Olha, herói nacional para mim é o Ayrton Senna. Eu não acho que tenha sido uma boa, um bom momento para falar sobre isso. A gente está aí com a reforma tributária, estamos em trâmite com a reforma da Previdência, saindo vitoria da Câmara para o Senado. Então isso, mais uma vez, é uma declaração desnecessária, né? Na semana passada ele disse qual era o destino do pai do presidente da OAB. Eu também quero saber qual era o destino, o que aconteceu. Acho que é um direito do Felipe Santa Cruz saber, ainda que eu discorde das maneiras partidárias do Felipe, eu acho que o nosso presidente teve um pouco de excesso. Seria um assunto que ele deveria deixar passar. Não precisava falar sobre esse assunto, mas já que falou, então ele apresente aí, conte a história, que ficou todo mundo curioso para saber.

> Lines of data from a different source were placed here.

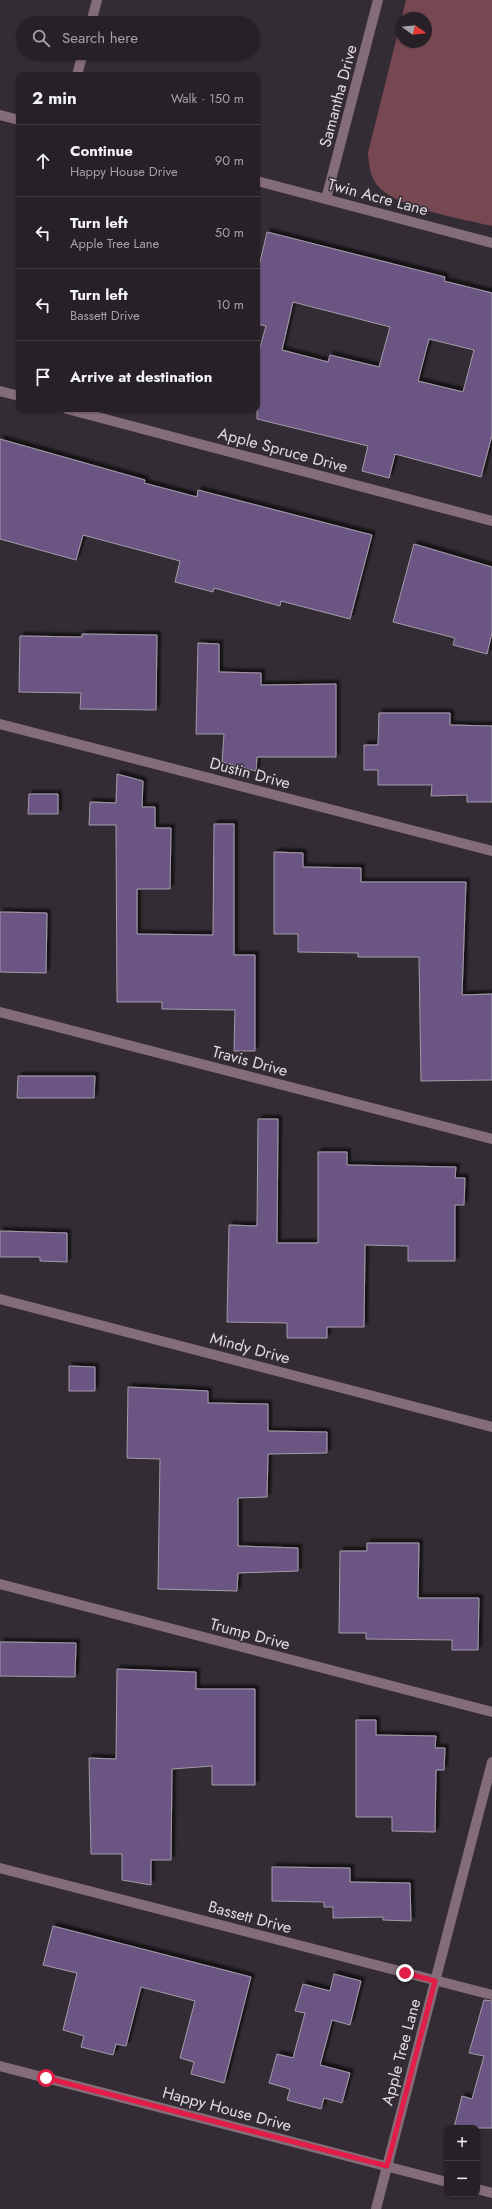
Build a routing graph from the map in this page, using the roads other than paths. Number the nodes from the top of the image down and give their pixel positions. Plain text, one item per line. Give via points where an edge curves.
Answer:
1 (97, 0) edge
2 (378, 0) edge
3 (92, 16) edge
4 (81, 60) edge
5 (78, 72) edge
6 (0, 115) edge
7 (16, 119) edge
8 (260, 183) edge
9 (326, 199) junction
10 (492, 242) edge
11 (0, 392) edge
12 (16, 395) edge
13 (78, 412) edge
14 (492, 521) edge
15 (0, 724) edge
16 (492, 851) edge
17 (0, 1012) edge
18 (492, 1139) edge
19 (0, 1299) edge
20 (492, 1427) edge
21 (0, 1584) edge
22 (492, 1712) edge
23 (492, 1762) edge
24 (0, 1868) edge
25 (435, 1981) junction
26 (492, 1995) edge
27 (0, 2066) edge
28 (387, 2166) junction
29 (444, 2181) edge
30 (480, 2191) edge
31 (492, 2193) edge
32 (376, 2209) edge

1 - 3 street
2 - 9 street, Samantha Drive
4 - 5 street
6 - 7 street
8 - 9 street, Twin Acre Lane
9 - 10 street, Twin Acre Lane
11 - 12 street
13 - 14 street, Apple Spruce Drive
15 - 16 street, Dustin Drive
17 - 18 street, Travis Drive
19 - 20 street, Mindy Drive
21 - 22 street, Trump Drive
23 - 25 street, Apple Tree Lane
24 - 25 street, Bassett Drive
25 - 26 street, Bassett Drive
25 - 28 street, Apple Tree Lane
27 - 28 street, Happy House Drive
28 - 29 street, Happy House Drive
28 - 32 street, Apple Tree Lane
30 - 31 street

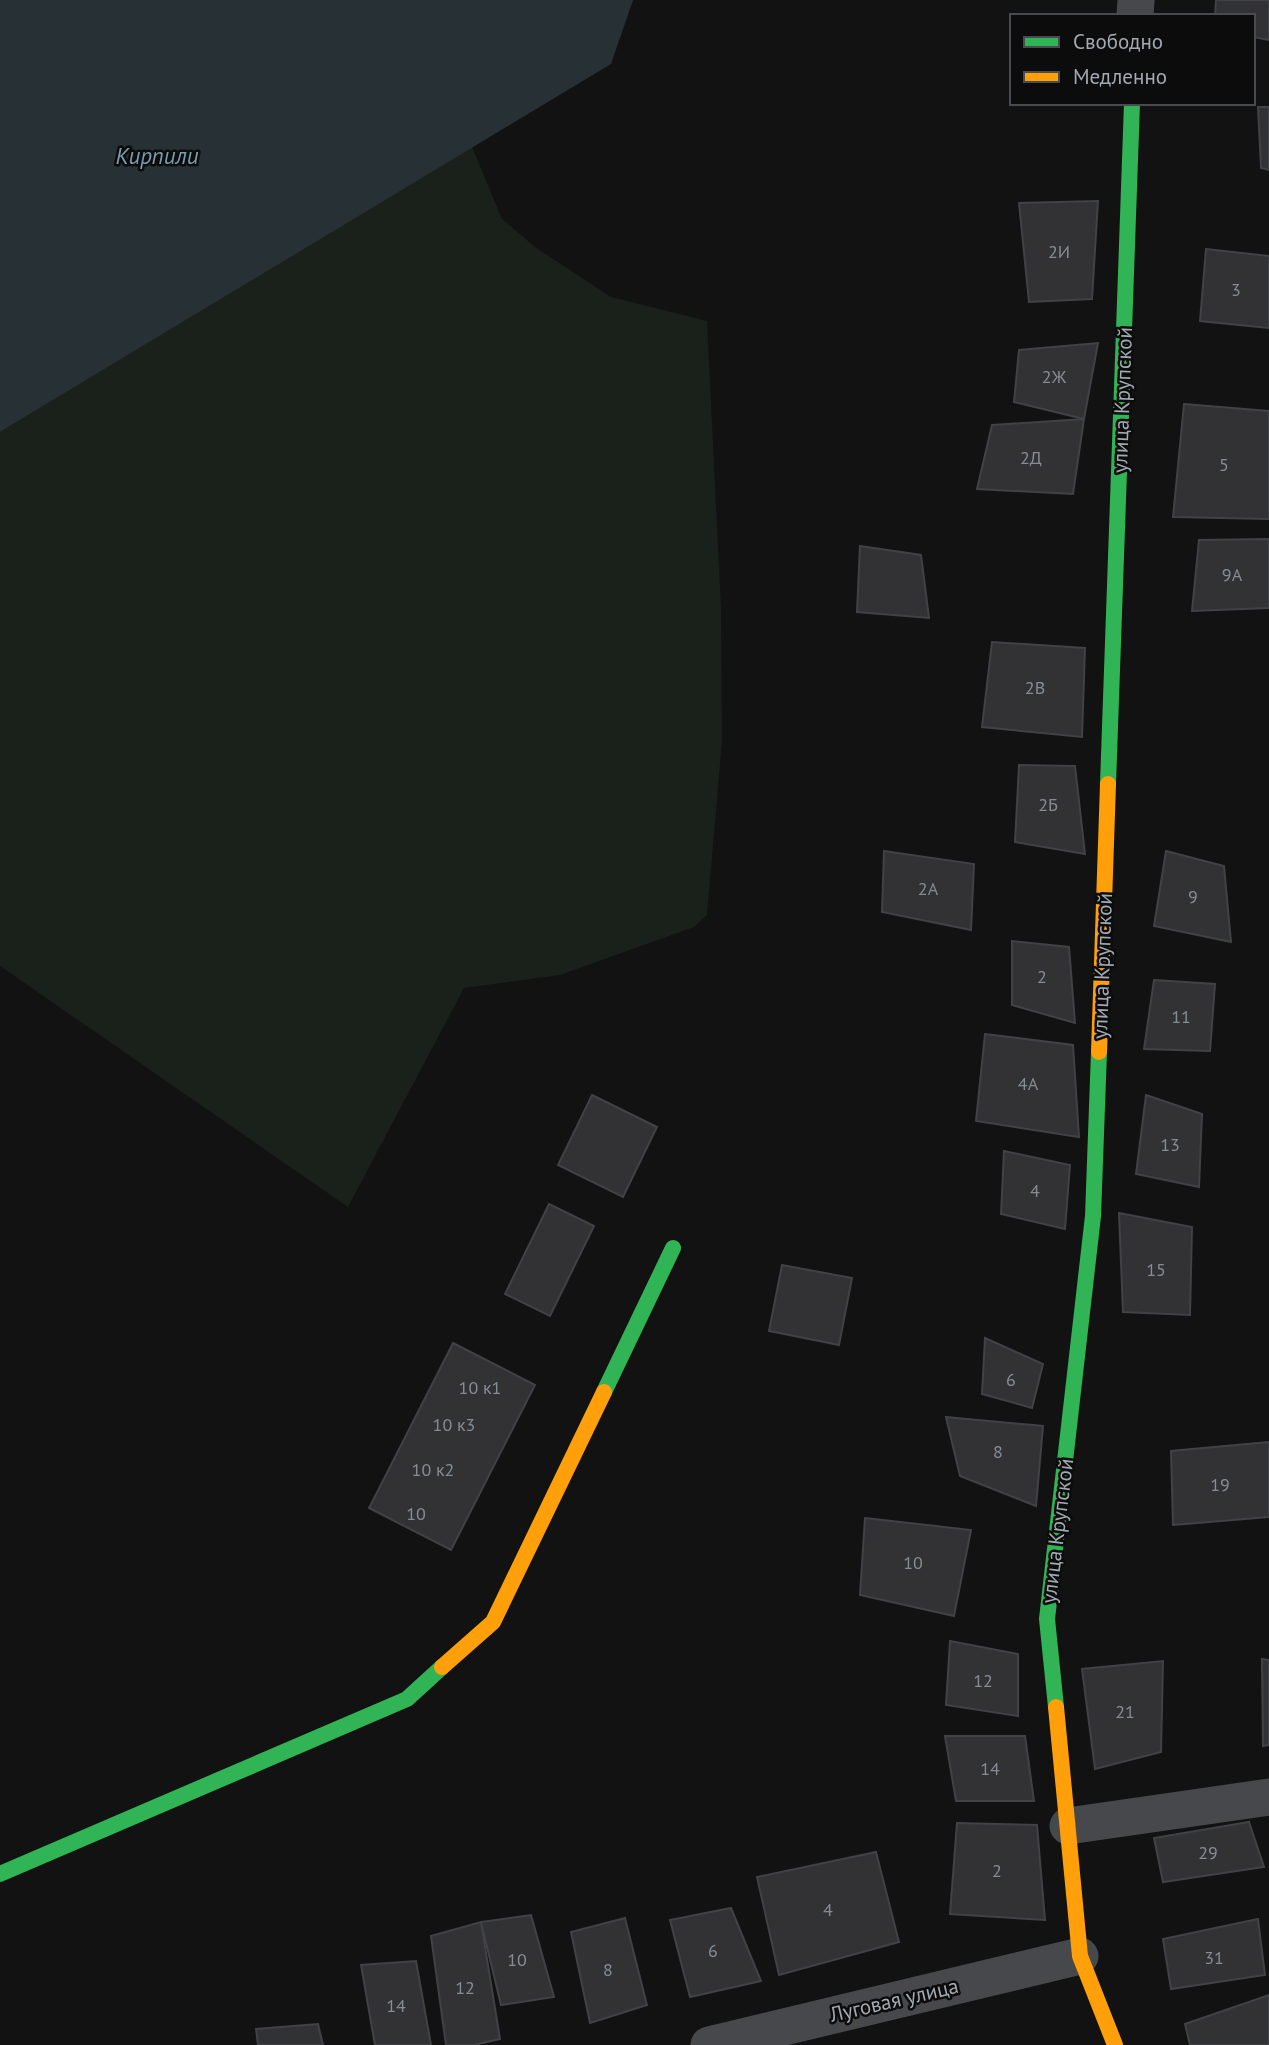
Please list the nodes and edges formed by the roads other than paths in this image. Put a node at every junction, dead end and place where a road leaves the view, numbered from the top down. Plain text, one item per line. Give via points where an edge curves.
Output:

O senhor pensa em deixar o PSL?

Não penso em deixar o PSL. O PSL é que quer a minha expulsão. Meu trabalho foi extremamente coerente e coeso.

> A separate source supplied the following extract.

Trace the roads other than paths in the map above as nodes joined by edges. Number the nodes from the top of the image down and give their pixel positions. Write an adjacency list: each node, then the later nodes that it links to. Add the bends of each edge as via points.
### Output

Acredita que o presidente e sua família estejam por trás da pressão para deixar a legenda?

Em Brasília, eu aprendi uma coisa: você precisa acreditar em tudo com dois pés atrás e não duvidar de nada.

Como está sua relação com o presidente Bolsonaro, que já chegou a ir à Câmara, a seu convite, para homenagear Carlos Alberto de Nóbrega?

Ele é presidente e eu sou deputado federal. Esta é minha relação com ele. Eu fiquei muito agradecido e honrado de o presidente ter ido a minha sessão solene de homenagem ao Carlos Alberto de Nóbrega, do SBT. Eu e Bolsonaro, a gente não precisa ser amigo. Ele precisa muito do meu voto aqui dentro.

E com os filhos do presidente?

O Carlos Bolsonaro eu não sei por onde ele anda porque ele é bloqueado nas minhas redes. E eu não tenho interesse em nada que ele fala, não compactuo com as coisas que ele diz por aí. E ele também é vereador no Rio de Janeiro, eu não tenho contato nenhum com ele. O Flavio Bolsonaro, eu gosto dele, mas o Flavio está com problemas sérios para serem resolvidos. Ele está lá no Senado e eu estou aqui na Câmara. Já o Eduardo, eu pouco encontro com ele aqui nas sessões na Câmara. O Eduardo é uma pessoa que tem muitos trabalhos, viaja muito.

O sr. está arrependido de ter apoiado Bolsonaro?

Não. Ainda não. Eu acho só que se eu soubesse que ao apoiar o Bolsonaro eu estaria também colocando o Herculano Quintanilha [protagonista guru da novela O Astro] da Virgínia no poder, que é o Olavo de Carvalho, talvez eu repensasse nisso. Esse senhor tem feito muito mal ao governo, à Câmara. Ele, os alunos e aqueles que vivem em volta do nosso presidente. Mas aí a vida é feita de escolhas e o presidente parece ter escolhido eles para transitarem durante esses quatro anos.

Joshua Roberts / Reuters

Olavo de Carvalho, nos Estados Unidos, onde vive, em março.

O governador Doria continua insistindo nos convites para ir para o PSDB?

Doria me convidou por três vezes. Deixou as portas abertas do PSDB. O DEM me convidou. O Podemos me convidou. O Podemos, o PROS, o PP também me convidou. Me sinto prestigiado, me sinto honrado com os convites, mas só vou pensar nisso futuramente, caso eu saia do PSL.